As in other studies from developed countries [37, 38], HIV infection was associated with a 2-fold increase in risk of CAP. This effect size is likely to be an under-estimate due to the use of hospital controls, despite attempts to exclude from the control population those with HIV-related diseases. The prevalence of HIV among controls was 30.3%; population-based estimates of HIV sero-prevalence at the same time were 7.5% [39]. Use of hospital controls also explains the seemingly protective effect of malaria infection. Infection with malaria parasites in the tropics is a common cause of presentation to hospitals with non-pneumonia syndromes. Interestingly, markers of chronic malaria infection, anemia and splenomegaly were strongly associated with pneumonia, suggesting that chronic or recurrent malaria may in fact be a risk factor for pneumonia, although splenomegaly may also be a marker of HIV or tuberculosis, both common in this population.

Evidence of BCG vaccination was associated with a 70% reduction in risk of pneumonia among men. The effect in women was smaller and non-significant. In the complementary study of pneumonia etiology conducted in the same cases, Mycobacterium tuberculosis was found in 9% [1]. Several vaccines have demonstrated non-specific protective and harmful effects, which differ by sex [40, 41]. For example, those who develop a BCG scar following vaccination are known to be less likely to get sepsis, with the beneficial effect occurring predominantly in girls [42]. These benefits have been observed to extend into adulthood [43]. The WHO suggests these heterologous effects of vaccines are intriguing, currently inexplicable and “warrant further research” [44].

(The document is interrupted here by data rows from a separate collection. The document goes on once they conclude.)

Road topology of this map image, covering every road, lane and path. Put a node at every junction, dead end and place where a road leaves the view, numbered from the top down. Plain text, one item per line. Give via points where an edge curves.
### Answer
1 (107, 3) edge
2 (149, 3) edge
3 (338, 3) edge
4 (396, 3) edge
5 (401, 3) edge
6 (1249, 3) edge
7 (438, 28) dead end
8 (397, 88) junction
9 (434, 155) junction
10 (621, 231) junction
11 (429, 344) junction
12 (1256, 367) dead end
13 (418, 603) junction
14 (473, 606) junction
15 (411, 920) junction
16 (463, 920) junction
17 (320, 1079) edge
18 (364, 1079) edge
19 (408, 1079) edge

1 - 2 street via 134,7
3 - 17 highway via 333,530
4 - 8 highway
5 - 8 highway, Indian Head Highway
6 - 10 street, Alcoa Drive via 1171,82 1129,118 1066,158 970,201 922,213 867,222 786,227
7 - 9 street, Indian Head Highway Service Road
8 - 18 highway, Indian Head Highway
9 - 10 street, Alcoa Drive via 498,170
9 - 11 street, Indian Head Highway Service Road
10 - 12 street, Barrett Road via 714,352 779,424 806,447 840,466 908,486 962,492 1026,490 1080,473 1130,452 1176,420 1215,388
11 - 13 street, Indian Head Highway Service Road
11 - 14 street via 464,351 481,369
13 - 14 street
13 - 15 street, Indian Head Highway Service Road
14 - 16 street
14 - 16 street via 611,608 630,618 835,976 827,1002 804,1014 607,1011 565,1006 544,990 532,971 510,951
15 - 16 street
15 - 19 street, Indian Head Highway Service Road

The limitation of this study is that it is an analysis of historical data and therefore, due to changes in epidemiology in the ensuing years, the relative importance of some of the observations may have changed. First, several risk factors that were identified have changed in prevalence; for example, HIV-infection and malaria have both declined and smoking has increased. While this alters the public health importance of these factors and invalidates any attempt to calculate the current population-attributable fraction for pneumonia, it does not invalidate the etiological association.

Second, temporal changes may have modified the effect of risk factors; for example, the introduction of anti-retroviral therapy reduces the risk of pneumonia in HIV-infected individuals [45, 46]. Third, changes in urbanization and lifestyle habits may have introduced new risk factors for pneumonia, which are not captured by the dataset that has been analyzed. Nonetheless, historical data such as these can offer unique insights into the epidemiology of pneumonia and can stimulate and inform new studies.

The authors believe this is the only case–control study on the risk factors of CAP ever conducted in an unselected adult population in Africa. As the major risk factors were unknown at the outset, the study examined many different exposures simultaneously. Although this leads to a risk of false-positive associations, the purpose was to scan a broad range of potential risks that could be explored and confirmed in subsequent focused studies. As such, several key risk factors have been identified that are amenable to vaccination or to changes in lifestyle habits. Furthermore, in this setting the study has demonstrated that the risk factors for pneumonia among men and women were sufficiently different that they should be investigated and managed separately.

Conclusion

This study was designed as a hypothesis-generating study. It has identified a number of potential risk factors that suggest that interventions that induce changes in lifestyle habits (especially smoking and the use of other drugs) may have a beneficial impact on the incidence of pneumonia in this population—these are worth considering in confirmatory studies. Previous history of pneumonia was the strongest risk factor of all in this study, suggesting a target for post-discharge vaccination.